Required action — Check every line of the entries for the string "bends" and return the ones that contain it.

Material supplied —
******
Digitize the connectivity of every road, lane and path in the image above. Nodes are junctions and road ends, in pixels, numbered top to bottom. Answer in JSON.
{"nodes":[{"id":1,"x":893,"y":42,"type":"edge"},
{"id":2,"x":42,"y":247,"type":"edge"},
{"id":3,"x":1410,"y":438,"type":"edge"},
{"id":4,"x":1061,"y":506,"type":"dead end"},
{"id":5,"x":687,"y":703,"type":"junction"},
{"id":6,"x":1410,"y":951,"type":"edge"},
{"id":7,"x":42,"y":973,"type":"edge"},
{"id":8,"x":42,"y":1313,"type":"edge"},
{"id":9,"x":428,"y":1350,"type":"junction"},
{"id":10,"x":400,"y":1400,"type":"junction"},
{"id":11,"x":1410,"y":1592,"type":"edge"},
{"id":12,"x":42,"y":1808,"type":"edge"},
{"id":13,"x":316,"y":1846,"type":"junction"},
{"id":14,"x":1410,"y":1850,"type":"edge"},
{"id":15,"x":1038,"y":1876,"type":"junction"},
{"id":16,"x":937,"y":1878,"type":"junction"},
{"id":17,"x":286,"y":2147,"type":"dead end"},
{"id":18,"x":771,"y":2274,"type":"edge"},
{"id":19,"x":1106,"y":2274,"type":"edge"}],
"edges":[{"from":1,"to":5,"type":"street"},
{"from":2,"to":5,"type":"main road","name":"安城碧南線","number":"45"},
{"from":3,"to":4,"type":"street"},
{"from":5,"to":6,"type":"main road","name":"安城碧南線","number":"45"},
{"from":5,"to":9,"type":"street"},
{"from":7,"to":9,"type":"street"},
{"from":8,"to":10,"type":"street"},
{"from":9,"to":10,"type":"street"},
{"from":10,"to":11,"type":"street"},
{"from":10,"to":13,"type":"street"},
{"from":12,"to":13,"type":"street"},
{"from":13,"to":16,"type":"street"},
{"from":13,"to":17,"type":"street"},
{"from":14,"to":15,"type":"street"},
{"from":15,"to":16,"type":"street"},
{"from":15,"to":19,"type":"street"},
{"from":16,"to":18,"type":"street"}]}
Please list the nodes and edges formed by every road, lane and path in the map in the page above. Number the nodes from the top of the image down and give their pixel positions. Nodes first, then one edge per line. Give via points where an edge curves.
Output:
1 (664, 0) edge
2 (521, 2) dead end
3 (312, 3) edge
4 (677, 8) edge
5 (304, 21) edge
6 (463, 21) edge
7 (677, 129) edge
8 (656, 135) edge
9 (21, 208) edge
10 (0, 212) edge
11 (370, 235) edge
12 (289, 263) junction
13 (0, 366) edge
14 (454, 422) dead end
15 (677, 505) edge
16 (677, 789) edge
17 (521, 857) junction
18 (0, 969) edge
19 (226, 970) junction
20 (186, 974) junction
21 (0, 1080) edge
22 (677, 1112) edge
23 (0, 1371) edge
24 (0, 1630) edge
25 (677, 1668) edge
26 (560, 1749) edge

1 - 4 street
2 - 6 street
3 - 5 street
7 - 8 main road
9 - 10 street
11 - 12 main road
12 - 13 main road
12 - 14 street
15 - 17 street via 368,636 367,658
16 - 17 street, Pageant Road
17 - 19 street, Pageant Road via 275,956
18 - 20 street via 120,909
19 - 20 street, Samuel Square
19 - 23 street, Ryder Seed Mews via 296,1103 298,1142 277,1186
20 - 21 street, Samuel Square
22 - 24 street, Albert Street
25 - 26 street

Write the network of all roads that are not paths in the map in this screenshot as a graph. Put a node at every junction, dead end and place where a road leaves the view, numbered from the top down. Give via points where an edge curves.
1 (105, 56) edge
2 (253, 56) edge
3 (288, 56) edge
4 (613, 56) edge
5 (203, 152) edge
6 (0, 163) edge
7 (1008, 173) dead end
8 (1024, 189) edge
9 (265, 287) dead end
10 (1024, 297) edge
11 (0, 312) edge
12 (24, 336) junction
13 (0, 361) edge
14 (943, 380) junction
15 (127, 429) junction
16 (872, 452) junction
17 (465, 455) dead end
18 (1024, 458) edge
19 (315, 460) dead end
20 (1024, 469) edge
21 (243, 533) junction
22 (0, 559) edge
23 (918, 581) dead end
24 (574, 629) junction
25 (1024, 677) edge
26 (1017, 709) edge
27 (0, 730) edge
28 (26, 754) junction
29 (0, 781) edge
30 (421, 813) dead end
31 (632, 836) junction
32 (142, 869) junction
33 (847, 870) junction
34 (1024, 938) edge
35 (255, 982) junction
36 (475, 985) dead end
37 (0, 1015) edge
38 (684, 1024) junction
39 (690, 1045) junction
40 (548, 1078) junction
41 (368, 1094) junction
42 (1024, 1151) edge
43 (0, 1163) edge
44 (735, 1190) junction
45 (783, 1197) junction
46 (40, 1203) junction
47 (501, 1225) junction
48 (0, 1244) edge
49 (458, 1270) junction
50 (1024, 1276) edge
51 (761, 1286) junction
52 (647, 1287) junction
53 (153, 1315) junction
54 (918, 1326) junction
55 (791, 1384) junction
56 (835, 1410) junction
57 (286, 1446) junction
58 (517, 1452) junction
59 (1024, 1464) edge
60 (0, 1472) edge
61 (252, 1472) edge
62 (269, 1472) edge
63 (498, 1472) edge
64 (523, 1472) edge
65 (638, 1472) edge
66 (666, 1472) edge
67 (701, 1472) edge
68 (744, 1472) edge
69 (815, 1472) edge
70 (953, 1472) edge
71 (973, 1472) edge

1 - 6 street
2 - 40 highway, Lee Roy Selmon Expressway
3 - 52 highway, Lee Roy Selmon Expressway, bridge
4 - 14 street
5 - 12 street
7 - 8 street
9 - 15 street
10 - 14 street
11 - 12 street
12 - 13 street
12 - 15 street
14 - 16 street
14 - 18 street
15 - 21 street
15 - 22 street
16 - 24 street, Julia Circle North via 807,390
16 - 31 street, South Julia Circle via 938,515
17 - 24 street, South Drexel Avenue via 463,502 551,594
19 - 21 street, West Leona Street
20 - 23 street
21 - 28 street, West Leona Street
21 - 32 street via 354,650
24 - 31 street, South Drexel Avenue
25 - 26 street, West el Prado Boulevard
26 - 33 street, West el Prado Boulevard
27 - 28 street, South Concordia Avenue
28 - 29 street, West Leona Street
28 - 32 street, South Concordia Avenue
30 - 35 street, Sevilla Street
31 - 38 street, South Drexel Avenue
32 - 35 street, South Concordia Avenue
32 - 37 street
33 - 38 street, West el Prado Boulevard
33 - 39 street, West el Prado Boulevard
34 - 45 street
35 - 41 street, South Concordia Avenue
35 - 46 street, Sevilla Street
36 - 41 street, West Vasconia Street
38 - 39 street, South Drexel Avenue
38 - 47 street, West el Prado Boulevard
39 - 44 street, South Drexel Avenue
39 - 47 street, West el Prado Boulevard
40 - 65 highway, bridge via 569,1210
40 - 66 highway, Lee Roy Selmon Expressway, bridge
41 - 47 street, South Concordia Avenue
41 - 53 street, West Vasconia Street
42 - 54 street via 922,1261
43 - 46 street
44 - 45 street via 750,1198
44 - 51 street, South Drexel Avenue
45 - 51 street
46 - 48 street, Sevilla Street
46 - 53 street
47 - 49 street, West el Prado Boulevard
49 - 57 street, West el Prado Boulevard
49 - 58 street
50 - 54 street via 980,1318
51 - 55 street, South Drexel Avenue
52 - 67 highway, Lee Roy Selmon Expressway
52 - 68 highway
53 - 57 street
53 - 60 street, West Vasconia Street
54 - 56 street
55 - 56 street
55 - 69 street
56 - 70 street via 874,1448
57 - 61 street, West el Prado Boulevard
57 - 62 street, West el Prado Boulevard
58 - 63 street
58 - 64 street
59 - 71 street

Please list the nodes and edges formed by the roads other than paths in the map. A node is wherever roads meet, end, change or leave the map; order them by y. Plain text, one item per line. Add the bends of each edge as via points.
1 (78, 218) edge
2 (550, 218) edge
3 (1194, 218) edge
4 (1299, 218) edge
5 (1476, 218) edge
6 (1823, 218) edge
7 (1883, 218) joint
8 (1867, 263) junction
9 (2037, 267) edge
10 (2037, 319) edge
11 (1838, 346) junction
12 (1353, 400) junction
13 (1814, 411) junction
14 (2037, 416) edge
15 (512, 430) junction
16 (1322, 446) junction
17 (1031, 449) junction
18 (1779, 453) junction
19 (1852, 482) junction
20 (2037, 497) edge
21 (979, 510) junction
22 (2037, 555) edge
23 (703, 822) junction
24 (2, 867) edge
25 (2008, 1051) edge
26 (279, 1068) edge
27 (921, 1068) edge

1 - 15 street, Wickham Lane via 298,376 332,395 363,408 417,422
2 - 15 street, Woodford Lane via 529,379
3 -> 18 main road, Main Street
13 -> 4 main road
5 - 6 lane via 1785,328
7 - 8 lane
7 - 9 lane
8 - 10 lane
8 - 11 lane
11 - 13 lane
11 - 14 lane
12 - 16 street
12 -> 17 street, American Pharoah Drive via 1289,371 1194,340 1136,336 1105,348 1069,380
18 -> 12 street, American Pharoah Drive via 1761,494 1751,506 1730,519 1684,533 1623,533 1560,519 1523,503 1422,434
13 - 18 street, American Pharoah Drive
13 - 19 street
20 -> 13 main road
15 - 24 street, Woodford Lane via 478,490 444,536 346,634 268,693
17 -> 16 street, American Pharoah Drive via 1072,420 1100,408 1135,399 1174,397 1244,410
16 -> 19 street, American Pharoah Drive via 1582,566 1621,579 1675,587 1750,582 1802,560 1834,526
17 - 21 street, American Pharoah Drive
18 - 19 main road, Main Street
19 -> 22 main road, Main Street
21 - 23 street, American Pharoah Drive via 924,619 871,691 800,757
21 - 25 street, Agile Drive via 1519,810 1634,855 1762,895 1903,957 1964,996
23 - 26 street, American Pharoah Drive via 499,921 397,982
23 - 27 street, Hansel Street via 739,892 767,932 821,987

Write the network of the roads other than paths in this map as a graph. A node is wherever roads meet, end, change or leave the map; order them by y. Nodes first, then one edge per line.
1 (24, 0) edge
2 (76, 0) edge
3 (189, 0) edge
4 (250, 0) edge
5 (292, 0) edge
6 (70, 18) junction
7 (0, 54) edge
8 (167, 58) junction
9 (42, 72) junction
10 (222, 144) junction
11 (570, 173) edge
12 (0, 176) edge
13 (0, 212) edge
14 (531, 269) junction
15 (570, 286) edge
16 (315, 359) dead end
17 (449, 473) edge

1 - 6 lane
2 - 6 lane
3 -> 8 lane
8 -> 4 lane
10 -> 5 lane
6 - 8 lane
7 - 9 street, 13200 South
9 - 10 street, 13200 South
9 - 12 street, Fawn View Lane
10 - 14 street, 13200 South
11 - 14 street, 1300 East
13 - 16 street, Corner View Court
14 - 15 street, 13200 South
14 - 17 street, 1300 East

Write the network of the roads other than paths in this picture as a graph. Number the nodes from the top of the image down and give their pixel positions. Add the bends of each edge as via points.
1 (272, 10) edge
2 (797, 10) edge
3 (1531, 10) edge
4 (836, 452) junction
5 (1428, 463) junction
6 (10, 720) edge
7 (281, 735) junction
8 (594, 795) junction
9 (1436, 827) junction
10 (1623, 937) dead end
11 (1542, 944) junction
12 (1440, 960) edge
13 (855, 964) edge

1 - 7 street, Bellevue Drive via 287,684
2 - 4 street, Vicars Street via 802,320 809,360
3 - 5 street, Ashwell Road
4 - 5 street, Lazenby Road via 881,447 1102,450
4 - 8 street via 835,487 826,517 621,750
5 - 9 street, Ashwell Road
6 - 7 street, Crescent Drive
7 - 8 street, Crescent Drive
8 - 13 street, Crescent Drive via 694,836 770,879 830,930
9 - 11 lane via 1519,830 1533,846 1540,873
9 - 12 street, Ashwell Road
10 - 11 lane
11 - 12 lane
******
Written solution —
Please list the nodes and edges formed by the roads other than paths in the map. A node is wherever roads meet, end, change or leave the map; order them by y. Plain text, one item per line. Add the bends of each edge as via points.
Write the network of the roads other than paths in this picture as a graph. Number the nodes from the top of the image down and give their pixel positions. Add the bends of each edge as via points.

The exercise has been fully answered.